We were undertaking a major study of the Upper Diyala that year. In Kurdish its name means ‘shouting river’, presumably because of the noise it makes going through the narrow gorges. The river valley is an ancient trade route between Iran and Iraq. Everything is ancient in those parts, or was back then. I’m talking about the late 1950s, a lifetime ago.
We were looking at irrigation, land use and conservation, and so Duncan was invaluable. He was an ecologist when most people had never heard of ecology. Even then, some of us could see what was coming, that the price of progress would be devastation of some of the most beautiful places on Earth. And we had no illusions, we were part of it.

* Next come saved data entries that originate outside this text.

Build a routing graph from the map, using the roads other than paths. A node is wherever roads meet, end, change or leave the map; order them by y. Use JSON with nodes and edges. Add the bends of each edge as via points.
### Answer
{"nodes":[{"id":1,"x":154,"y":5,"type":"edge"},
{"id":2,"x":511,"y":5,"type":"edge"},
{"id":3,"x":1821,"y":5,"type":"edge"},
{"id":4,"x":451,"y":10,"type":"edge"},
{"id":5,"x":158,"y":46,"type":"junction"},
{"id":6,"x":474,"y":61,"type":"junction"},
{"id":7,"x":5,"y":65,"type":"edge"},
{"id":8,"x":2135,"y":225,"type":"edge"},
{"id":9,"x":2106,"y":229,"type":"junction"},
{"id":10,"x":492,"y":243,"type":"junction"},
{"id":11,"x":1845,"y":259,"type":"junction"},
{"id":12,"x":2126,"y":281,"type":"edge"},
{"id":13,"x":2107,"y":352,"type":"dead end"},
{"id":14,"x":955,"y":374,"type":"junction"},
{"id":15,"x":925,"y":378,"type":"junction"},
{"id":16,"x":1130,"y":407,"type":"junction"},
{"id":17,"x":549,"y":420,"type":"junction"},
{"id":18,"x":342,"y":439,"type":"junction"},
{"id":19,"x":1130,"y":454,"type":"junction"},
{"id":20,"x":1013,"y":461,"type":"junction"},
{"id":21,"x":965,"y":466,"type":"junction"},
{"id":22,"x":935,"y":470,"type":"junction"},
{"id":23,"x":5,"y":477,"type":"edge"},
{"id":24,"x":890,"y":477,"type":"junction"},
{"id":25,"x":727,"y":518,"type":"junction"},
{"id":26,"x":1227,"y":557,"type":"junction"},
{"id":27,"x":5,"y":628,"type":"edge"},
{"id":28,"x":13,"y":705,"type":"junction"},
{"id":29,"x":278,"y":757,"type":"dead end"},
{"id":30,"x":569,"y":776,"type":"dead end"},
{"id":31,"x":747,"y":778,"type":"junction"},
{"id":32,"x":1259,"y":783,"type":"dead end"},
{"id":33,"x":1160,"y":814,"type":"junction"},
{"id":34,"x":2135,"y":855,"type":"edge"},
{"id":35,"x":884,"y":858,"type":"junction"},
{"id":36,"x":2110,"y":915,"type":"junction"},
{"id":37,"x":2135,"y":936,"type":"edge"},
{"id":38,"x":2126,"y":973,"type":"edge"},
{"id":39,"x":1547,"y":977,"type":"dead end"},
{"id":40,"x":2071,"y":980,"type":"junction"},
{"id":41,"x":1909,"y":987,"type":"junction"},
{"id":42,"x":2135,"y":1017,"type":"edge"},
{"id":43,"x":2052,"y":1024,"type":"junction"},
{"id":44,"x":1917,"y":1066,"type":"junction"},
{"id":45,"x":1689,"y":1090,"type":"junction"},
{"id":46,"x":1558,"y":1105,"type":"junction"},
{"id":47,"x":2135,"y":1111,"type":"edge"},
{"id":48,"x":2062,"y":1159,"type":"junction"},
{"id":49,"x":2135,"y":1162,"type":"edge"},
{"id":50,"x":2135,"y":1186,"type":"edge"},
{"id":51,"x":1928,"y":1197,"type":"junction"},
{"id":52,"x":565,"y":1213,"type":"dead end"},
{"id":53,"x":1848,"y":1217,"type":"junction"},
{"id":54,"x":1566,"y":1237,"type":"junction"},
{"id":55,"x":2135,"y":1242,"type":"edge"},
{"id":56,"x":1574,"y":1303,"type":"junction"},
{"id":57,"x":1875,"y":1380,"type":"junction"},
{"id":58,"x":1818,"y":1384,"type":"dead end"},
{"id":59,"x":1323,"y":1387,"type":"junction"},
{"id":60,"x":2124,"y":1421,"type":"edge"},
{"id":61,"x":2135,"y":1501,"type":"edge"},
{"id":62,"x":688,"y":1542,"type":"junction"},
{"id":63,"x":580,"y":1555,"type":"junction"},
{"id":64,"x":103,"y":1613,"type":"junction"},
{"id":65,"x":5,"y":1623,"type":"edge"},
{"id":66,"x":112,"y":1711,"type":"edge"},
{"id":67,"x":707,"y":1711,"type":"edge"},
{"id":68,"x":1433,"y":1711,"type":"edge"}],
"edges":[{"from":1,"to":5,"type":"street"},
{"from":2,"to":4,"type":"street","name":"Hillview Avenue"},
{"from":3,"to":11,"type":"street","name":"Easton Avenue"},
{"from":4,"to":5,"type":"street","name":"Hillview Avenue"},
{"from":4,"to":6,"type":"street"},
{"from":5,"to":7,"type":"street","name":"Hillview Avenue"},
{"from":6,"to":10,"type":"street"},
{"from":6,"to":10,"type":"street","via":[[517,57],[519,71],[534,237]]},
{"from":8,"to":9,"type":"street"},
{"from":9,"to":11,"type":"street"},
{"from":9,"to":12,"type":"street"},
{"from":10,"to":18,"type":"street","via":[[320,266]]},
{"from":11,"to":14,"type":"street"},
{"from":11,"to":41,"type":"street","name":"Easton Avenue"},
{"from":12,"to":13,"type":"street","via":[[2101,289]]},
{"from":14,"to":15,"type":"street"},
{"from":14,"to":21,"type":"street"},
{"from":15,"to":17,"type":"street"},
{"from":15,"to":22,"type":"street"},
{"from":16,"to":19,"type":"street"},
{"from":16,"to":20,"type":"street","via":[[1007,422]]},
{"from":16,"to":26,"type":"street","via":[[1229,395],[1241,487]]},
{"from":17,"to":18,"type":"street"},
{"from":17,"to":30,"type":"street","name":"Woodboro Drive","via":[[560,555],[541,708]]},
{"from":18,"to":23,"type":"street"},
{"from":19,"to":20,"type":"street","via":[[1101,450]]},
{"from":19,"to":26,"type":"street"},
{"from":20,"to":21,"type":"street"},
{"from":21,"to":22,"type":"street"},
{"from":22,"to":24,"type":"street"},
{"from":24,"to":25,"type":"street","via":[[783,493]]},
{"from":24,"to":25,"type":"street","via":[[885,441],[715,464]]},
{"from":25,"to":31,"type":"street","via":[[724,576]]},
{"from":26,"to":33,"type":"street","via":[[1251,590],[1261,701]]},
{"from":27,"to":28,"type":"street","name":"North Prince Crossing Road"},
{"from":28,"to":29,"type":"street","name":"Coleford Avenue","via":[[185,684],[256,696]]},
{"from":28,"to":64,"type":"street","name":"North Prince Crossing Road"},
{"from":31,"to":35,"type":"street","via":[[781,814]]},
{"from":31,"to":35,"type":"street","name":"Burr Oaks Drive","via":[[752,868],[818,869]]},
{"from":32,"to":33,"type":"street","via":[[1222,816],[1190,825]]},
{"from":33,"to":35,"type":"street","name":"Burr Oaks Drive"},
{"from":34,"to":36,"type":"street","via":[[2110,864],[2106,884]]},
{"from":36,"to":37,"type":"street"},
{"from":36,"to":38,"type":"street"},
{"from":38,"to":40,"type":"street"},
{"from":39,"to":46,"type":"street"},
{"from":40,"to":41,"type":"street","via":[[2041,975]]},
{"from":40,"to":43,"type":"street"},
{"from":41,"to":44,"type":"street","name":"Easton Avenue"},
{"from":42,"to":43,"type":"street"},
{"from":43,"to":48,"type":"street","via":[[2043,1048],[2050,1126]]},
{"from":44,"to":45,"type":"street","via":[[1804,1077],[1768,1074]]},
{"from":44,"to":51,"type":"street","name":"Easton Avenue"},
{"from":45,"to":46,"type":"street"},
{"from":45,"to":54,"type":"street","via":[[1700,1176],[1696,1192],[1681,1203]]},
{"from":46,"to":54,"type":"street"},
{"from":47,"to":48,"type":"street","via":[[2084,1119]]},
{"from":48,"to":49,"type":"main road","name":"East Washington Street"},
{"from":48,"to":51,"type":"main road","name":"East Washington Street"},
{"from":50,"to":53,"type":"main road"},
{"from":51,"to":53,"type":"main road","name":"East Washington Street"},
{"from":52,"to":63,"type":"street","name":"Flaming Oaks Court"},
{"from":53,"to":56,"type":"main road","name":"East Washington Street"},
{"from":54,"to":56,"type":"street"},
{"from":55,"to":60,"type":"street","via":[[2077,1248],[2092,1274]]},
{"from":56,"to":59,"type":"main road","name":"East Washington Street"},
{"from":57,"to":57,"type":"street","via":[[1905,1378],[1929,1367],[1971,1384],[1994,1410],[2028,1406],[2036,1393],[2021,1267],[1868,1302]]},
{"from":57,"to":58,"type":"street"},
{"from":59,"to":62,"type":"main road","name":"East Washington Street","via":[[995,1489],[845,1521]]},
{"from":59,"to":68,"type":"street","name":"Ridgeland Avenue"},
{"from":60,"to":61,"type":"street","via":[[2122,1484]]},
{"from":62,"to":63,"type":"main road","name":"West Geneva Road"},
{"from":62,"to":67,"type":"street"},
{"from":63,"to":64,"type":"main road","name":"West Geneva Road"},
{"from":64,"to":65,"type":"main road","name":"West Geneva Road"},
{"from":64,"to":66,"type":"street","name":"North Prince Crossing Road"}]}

Our survey work would inform the decisions of governments, but at least we could warn them in advance of the possible effects of what they wanted to do.
Well, Duncan and I took a weekend off and drove up into Kurdistan, through the Rawandiz Pass to Haji Umran near the Iranian border. It was late spring and the flowers were magical. On the way we stopped at the little town of Shaqlawa, in the centre of which is a huge plane tree, said to be the one under which King Xerxes rested. An unlikely story – the tree would have to have been thousands of years old – but when we saw its great spreading branches we could almost believe it.
Duncan and I were opera buffs. We stood under that plane tree and sang the aria ‘Ombra mai fu’ from Handel’s opera Serse, in which the King praises its shade. All the local people stopped what they were doing and watched us, these two white Europeans in shorts. They must have thought we were insane, but we did not care.
The weather was perfect. We got to Haji Umran that evening, ready to spend the following morning searching for alpine flowers. However, it snowed heavily overnight, and it was pretty chilly, botanising in the snow in our shorts, and not very rewarding. But what I remember is not that, but the plane tree, the aria, and Duncan and I singing it.